▸ Instructions to follow: Check each line of the data for "stream" and select those that have it.

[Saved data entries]
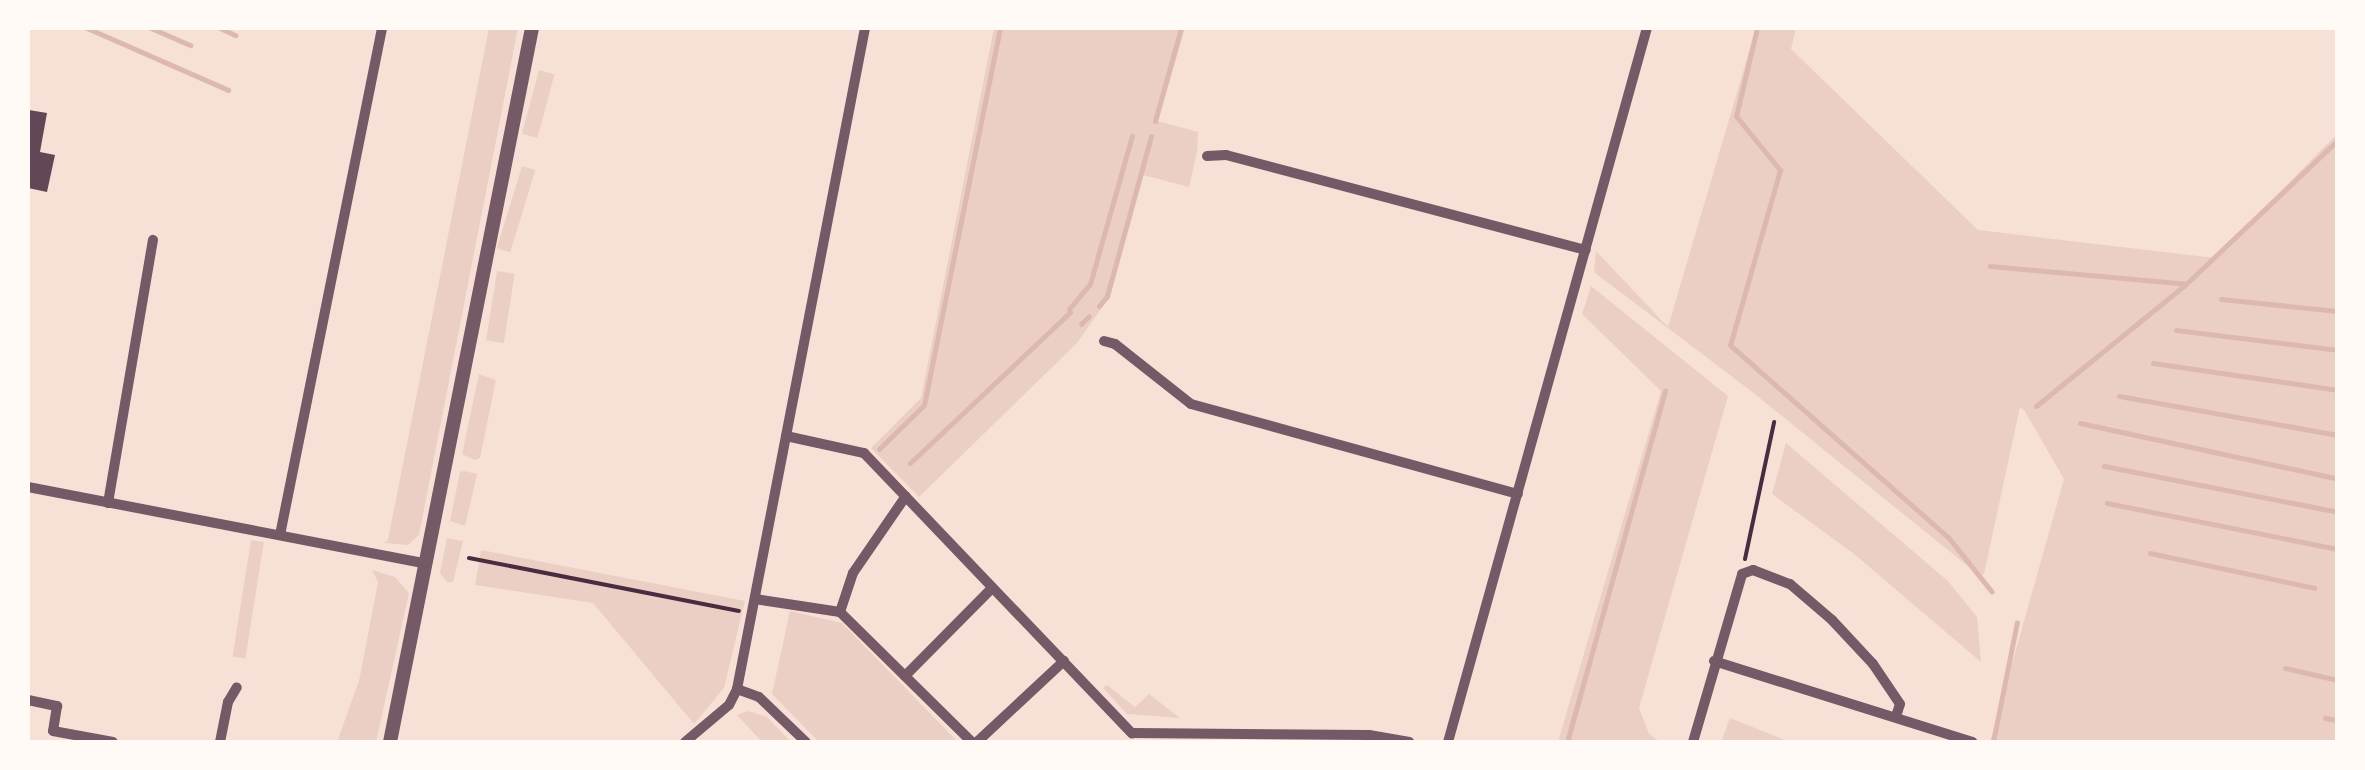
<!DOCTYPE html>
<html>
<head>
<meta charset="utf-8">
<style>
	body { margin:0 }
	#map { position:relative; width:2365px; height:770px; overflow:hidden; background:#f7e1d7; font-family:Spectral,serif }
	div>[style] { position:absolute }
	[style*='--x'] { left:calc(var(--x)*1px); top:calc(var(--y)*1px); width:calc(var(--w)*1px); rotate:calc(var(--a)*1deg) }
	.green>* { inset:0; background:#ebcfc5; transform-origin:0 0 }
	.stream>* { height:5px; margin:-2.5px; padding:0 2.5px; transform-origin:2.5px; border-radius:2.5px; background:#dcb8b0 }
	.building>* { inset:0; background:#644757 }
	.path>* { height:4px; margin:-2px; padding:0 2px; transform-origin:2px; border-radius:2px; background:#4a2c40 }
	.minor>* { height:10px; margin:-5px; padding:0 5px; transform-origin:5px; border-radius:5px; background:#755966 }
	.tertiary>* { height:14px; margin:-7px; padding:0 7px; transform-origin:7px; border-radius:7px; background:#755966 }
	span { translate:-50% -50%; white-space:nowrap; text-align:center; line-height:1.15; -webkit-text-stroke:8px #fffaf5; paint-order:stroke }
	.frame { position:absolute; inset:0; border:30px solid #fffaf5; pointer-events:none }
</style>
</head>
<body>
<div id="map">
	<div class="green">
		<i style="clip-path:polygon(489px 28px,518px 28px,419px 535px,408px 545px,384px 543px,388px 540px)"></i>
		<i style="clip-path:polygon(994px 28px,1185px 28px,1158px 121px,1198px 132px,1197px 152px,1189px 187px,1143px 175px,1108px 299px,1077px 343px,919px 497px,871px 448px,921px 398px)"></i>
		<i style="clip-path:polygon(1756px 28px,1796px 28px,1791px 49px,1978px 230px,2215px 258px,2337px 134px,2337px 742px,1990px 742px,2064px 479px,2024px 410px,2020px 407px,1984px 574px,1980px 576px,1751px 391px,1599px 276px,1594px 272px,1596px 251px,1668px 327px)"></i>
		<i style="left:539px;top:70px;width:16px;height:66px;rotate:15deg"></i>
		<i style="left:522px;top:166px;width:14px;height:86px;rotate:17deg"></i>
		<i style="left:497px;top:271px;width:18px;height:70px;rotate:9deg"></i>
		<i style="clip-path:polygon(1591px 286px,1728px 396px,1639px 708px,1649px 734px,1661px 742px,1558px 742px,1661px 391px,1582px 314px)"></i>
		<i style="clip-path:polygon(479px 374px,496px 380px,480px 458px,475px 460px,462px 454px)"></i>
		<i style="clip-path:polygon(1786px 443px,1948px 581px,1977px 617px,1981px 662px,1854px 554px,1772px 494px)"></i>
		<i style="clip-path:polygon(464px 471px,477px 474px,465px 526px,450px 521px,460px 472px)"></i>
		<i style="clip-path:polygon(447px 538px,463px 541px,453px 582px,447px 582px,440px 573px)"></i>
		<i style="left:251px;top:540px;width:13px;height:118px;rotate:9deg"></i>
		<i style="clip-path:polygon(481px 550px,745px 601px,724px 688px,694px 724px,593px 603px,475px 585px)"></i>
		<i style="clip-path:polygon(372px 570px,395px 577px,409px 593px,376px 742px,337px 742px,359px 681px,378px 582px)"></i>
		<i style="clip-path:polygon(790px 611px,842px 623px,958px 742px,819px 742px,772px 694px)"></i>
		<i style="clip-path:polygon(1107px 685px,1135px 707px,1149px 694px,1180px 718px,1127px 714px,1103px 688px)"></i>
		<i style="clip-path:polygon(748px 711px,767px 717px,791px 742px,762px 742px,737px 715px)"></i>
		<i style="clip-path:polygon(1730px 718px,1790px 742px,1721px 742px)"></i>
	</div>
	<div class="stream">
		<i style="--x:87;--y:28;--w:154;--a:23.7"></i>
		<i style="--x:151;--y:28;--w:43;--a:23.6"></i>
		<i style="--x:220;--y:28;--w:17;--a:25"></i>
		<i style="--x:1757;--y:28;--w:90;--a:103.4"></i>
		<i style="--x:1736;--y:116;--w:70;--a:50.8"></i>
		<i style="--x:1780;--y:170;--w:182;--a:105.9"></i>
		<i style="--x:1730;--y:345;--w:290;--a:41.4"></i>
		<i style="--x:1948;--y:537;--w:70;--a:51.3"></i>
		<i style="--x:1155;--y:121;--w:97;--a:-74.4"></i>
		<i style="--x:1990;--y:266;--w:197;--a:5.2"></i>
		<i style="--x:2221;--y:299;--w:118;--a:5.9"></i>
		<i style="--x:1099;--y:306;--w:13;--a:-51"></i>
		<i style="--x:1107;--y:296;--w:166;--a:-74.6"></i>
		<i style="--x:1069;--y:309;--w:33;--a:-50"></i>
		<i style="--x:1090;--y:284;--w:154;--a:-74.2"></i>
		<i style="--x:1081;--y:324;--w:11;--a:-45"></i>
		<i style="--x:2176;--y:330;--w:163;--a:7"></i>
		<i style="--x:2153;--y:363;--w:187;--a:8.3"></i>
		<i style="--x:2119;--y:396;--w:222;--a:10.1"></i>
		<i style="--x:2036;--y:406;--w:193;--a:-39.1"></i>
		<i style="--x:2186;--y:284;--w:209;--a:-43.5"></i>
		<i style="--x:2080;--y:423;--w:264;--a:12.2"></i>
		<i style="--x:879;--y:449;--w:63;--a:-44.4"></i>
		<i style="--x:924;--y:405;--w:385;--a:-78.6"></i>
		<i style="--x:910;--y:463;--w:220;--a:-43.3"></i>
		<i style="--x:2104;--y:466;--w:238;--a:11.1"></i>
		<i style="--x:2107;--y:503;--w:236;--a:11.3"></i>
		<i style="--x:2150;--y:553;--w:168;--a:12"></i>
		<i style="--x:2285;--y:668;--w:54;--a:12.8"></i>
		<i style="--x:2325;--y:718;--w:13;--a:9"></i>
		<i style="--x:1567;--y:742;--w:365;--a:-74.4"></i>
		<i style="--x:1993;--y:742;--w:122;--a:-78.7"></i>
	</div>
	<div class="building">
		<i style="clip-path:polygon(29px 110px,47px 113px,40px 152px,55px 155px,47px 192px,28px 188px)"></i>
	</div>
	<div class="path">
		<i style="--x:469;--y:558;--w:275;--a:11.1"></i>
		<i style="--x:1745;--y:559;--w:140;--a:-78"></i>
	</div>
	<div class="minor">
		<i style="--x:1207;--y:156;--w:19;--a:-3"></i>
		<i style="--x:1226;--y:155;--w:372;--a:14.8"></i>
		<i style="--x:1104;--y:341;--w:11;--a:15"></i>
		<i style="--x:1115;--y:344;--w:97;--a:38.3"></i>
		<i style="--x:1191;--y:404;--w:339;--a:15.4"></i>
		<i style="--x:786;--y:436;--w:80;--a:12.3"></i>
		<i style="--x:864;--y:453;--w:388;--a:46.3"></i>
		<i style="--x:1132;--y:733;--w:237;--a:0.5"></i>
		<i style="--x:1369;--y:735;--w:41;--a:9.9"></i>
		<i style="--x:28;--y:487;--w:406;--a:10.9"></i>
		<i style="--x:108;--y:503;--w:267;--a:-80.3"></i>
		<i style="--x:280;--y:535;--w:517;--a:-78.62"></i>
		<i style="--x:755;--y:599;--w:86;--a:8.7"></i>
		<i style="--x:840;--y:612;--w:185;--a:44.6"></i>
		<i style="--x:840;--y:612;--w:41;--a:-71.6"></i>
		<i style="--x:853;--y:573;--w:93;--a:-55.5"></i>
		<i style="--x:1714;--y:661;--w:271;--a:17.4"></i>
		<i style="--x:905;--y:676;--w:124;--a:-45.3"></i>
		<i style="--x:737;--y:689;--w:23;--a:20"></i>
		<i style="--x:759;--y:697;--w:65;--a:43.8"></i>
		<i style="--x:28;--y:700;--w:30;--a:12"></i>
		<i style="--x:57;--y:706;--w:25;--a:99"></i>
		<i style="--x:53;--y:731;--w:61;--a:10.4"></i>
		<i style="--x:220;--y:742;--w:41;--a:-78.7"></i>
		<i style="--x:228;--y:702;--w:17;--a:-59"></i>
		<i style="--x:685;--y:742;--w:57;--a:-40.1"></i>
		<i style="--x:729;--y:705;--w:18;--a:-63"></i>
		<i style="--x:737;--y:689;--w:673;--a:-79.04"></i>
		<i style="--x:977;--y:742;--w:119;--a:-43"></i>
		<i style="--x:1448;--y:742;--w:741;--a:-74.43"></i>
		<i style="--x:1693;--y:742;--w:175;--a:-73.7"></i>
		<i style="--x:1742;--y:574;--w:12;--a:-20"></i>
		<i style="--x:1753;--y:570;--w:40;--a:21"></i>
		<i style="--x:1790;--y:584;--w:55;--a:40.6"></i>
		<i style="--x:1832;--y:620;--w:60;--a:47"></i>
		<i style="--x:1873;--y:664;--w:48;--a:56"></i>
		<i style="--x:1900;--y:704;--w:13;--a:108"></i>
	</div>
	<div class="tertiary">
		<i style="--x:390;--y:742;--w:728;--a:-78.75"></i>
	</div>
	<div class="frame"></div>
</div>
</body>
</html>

▸ Answer box:
	.stream>* { height:5px; margin:-2.5px; padding:0 2.5px; transform-origin:2.5px; border-radius:2.5px; background:#dcb8b0 }
	<div class="stream">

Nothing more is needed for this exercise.